WASHINGTON – A large NASA science balloon has broken two flight duration records while flying over Antarctica carrying an instrument that detected 50 million cosmic rays.
The Super Trans-Iron Galactic Element Recorder (Super-TIGER) balloon launched at 3:45 p.m. EST, Dec. 8 from the Long Duration Balloon site near McMurdo Station. It spent 55 days, 1 hour, and 34 minutes aloft at 127,000 feet, more than four times the altitude of most commercial airliners, and was brought down to end the mission on Friday. Washington University of St. Louis managed the mission.
On Jan. 24, the Super-TIGER team broke the record for longest flight by a balloon of its size, flying for 46 days. The team broke another record Friday after landing by becoming the longest flight of any heavy-lift scientific balloon, including NASA’s Long Duration Balloons. The previous record was set in 2009 by NASA’s Super Pressure Balloon test flight at 54 days, 1 hour, and 29 minutes.
“Scientific balloons give scientists the ability to gather critical science data for a long duration at a very low relative cost,” said Vernon Jones, NASA’s Balloon Program Scientist.
Super-TIGER flew a new instrument for measuring rare elements heavier than iron among the flux of high-energy cosmic rays bombarding Earth from elsewhere in our Milky Way galaxy. The information retrieved from this mission will be used to understand where these energetic atomic nuclei are produced and how they achieve their very high energies.

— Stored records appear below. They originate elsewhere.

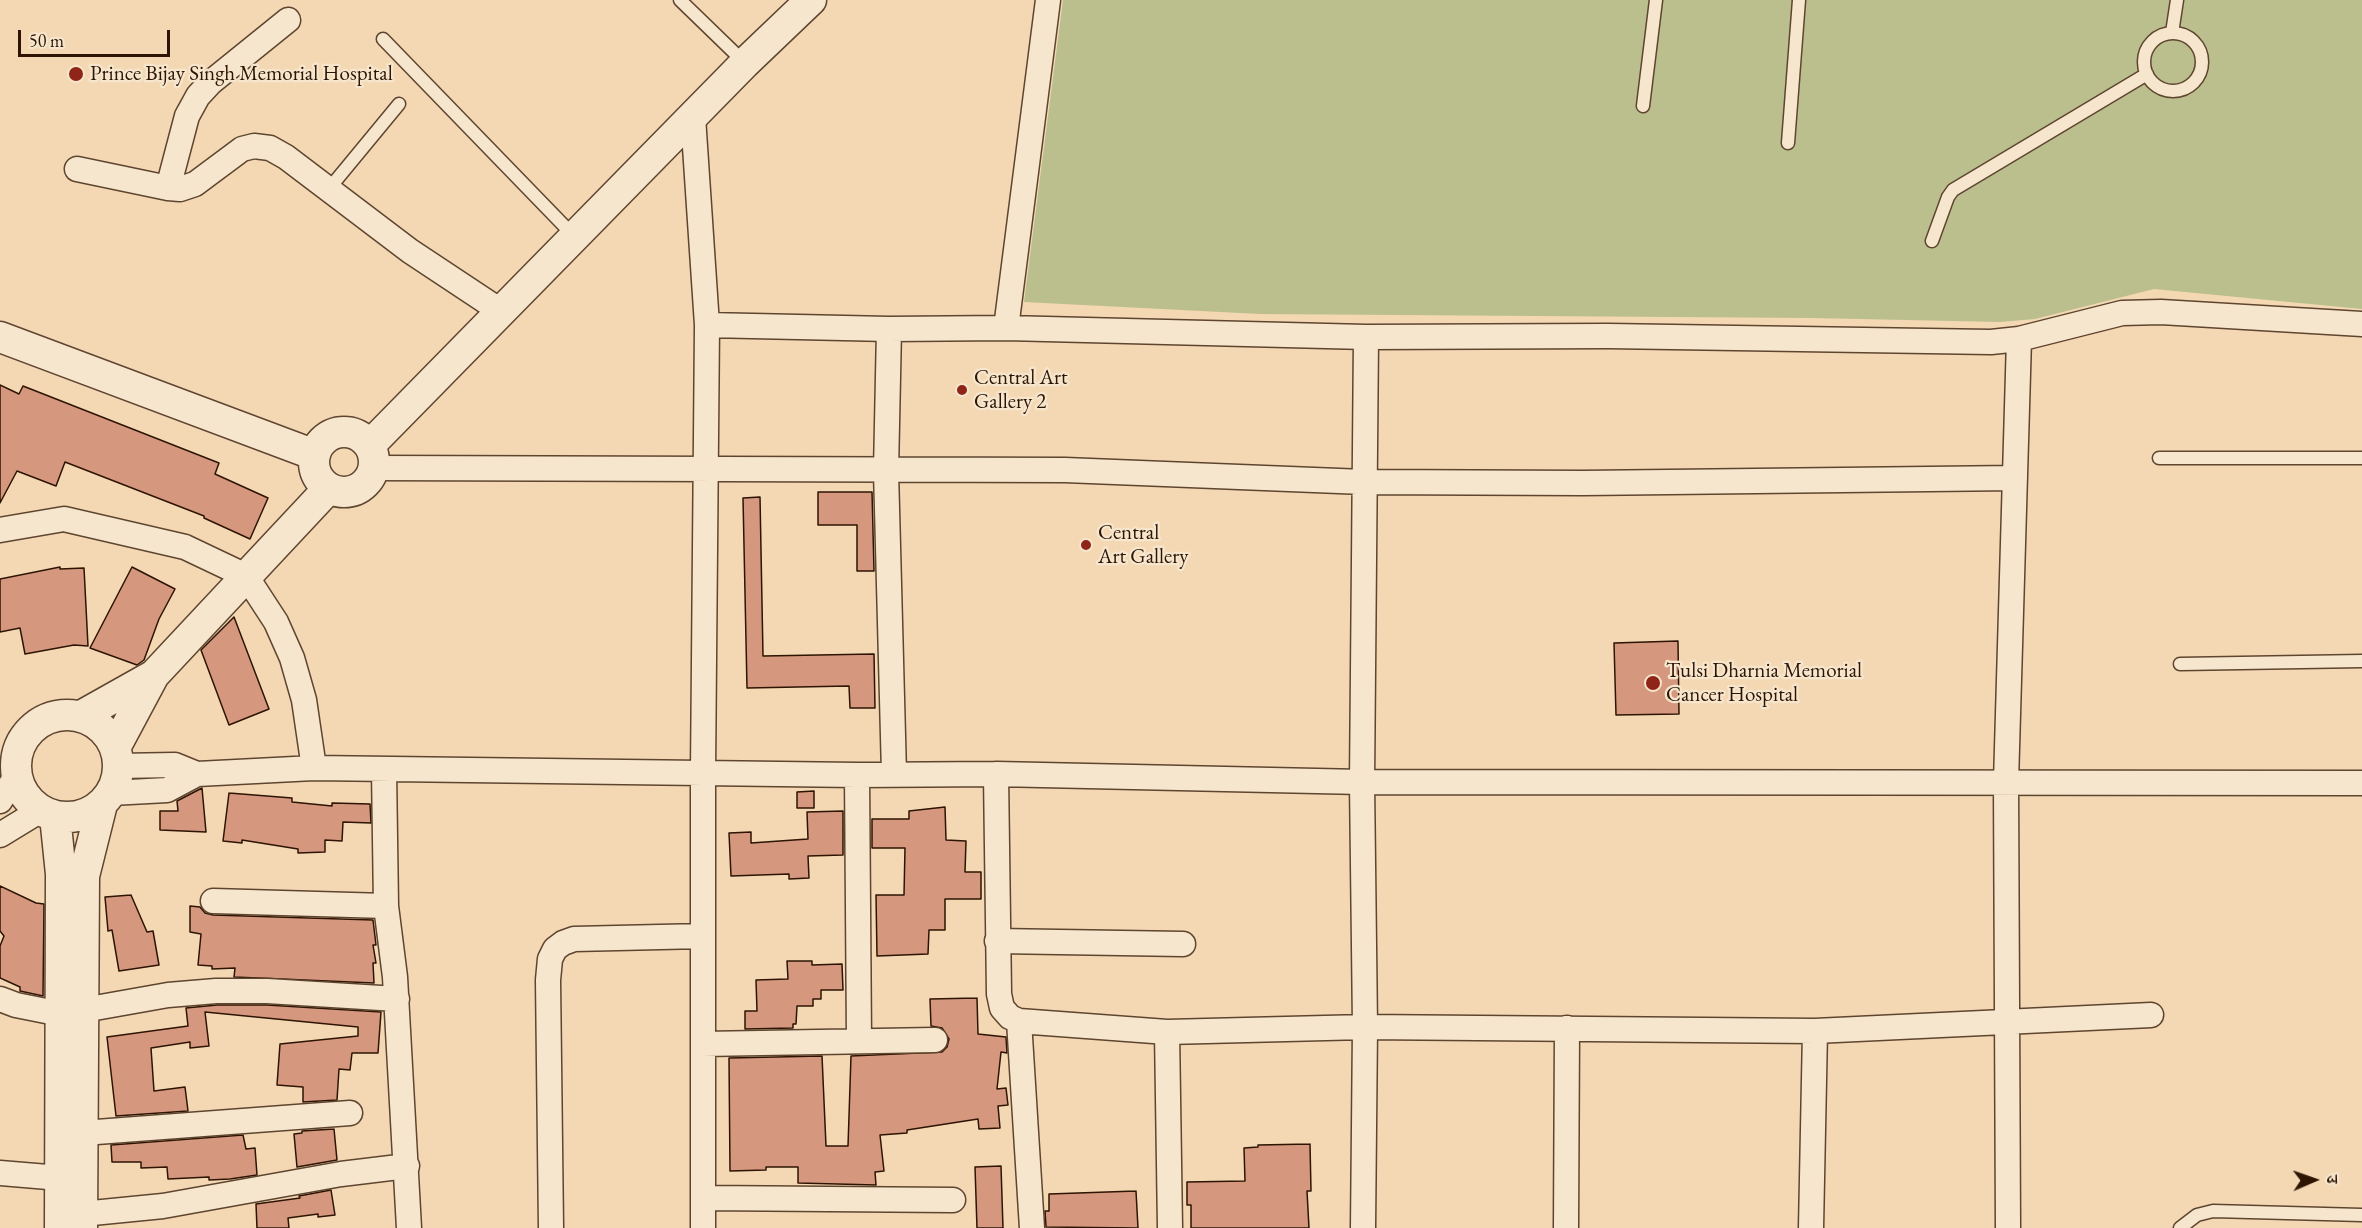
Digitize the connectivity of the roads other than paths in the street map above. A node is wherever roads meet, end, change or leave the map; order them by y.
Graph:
1 (680, 0) edge
2 (811, 0) edge
3 (1048, 0) edge
4 (1656, 0) edge
5 (1799, 0) edge
6 (2176, 0) edge
7 (288, 20) dead end
8 (2172, 33) junction
9 (382, 39) dead end
10 (746, 63) junction
11 (2147, 74) junction
12 (399, 104) dead end
13 (1643, 106) dead end
14 (693, 117) junction
15 (1788, 143) dead end
16 (77, 170) dead end
17 (168, 188) junction
18 (328, 190) junction
19 (574, 236) junction
20 (1932, 241) dead end
21 (502, 312) junction
22 (2362, 324) edge
23 (707, 325) junction
24 (889, 328) junction
25 (1006, 328) junction
26 (0, 337) edge
27 (1366, 337) junction
28 (2019, 339) junction
29 (315, 455) junction
30 (372, 457) junction
31 (2159, 458) dead end
32 (2362, 458) edge
33 (705, 470) junction
34 (886, 471) junction
35 (2014, 478) junction
36 (1365, 482) junction
37 (329, 488) junction
38 (0, 530) edge
39 (246, 576) junction
40 (2362, 661) edge
41 (2180, 663) dead end
42 (154, 675) junction
43 (81, 716) junction
44 (314, 768) junction
45 (384, 770) junction
46 (703, 772) junction
47 (894, 774) junction
48 (996, 774) junction
49 (17, 775) junction
50 (857, 775) junction
51 (111, 778) junction
52 (1362, 782) junction
53 (2006, 783) junction
54 (2362, 783) edge
55 (0, 801) edge
56 (48, 813) junction
57 (0, 835) edge
58 (213, 901) dead end
59 (386, 906) junction
60 (703, 936) junction
61 (998, 940) junction
62 (1183, 944) dead end
63 (0, 999) edge
64 (396, 999) junction
65 (72, 1011) junction
66 (2151, 1015) dead end
67 (2009, 1021) junction
68 (1019, 1022) junction
69 (1365, 1027) junction
70 (1567, 1028) junction
71 (1815, 1030) junction
72 (1167, 1032) junction
73 (936, 1040) dead end
74 (859, 1041) junction
75 (704, 1044) junction
76 (350, 1113) dead end
77 (83, 1133) junction
78 (407, 1166) junction
79 (0, 1173) edge
80 (60, 1178) junction
81 (704, 1198) junction
82 (953, 1200) dead end
83 (2362, 1215) edge
84 (75, 1224) edge
85 (409, 1228) edge
86 (551, 1228) edge
87 (703, 1228) edge
88 (1032, 1228) edge
89 (1170, 1228) edge
90 (1363, 1228) edge
91 (1566, 1228) edge
92 (1811, 1228) edge
93 (2008, 1228) edge
94 (2180, 1228) edge

1 - 10 lane
2 - 10 street
3 - 25 street
4 - 13 lane
5 - 15 lane
6 - 8 lane
7 - 17 street
8 - 11 lane
8 - 11 lane
9 - 19 lane
10 - 14 street
11 - 20 lane
12 - 18 lane
14 - 19 street
14 - 23 street
16 - 17 street
17 - 18 street
18 - 21 street
19 - 21 street
21 - 30 street
22 - 28 street
23 - 24 street
23 - 33 street
24 - 25 street
24 - 34 street
25 - 27 street
26 - 29 street
27 - 28 street
27 - 36 street
28 - 35 street
29 - 30 street
29 - 37 street
30 - 33 street
30 - 37 street
31 - 32 lane
33 - 34 street
33 - 46 street
34 - 36 street
34 - 47 street
35 - 36 street
35 - 53 street
36 - 52 street
37 - 39 street
38 - 39 street
39 - 42 street
39 - 44 street
40 - 41 lane
42 - 43 street
42 - 51 street
43 - 49 street
43 - 51 street
44 - 45 street
44 - 51 street
45 - 46 street
45 - 59 street
46 - 50 street
46 - 60 street
47 - 48 street
47 - 50 street
48 - 52 street
48 - 61 street
49 - 55 street
49 - 56 street
50 - 74 street
51 - 56 street
51 - 65 street
52 - 53 street
52 - 69 street
53 - 54 street
53 - 67 street
56 - 57 street
56 - 65 street
58 - 59 street
59 - 64 street
60 - 75 street
60 - 86 street
61 - 62 street
61 - 68 street
63 - 65 street
64 - 65 street
64 - 78 street
65 - 77 street
65 - 80 street
66 - 67 street
67 - 71 street
67 - 93 street
68 - 72 street
68 - 88 street
69 - 70 street
69 - 72 street
69 - 90 street
70 - 71 street
70 - 91 street
71 - 92 street
72 - 89 street
73 - 74 street
74 - 75 street
75 - 81 street
76 - 77 street
77 - 84 street
78 - 84 street
78 - 85 street
79 - 80 street
80 - 84 street
81 - 82 street
81 - 87 street
83 - 94 lane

The balloon gathered so much data it will take scientists about two years to analyze it fully.
“This has been a very successful flight because of the long duration, which allowed us to detect large numbers of cosmic rays,” said Dr. Bob Binns, principal investigator of the Super-TIGER mission. “The instrument functioned very well.”
The balloon was able to stay aloft as long as it did because of prevailing wind patterns at the South Pole. The launch site takes advantage of anticyclonic, or counter-clockwise, winds circulating from east to west in the stratosphere there. This circulation and the sparse population work together to enable long-duration balloon flights at altitudes above 100,000 feet.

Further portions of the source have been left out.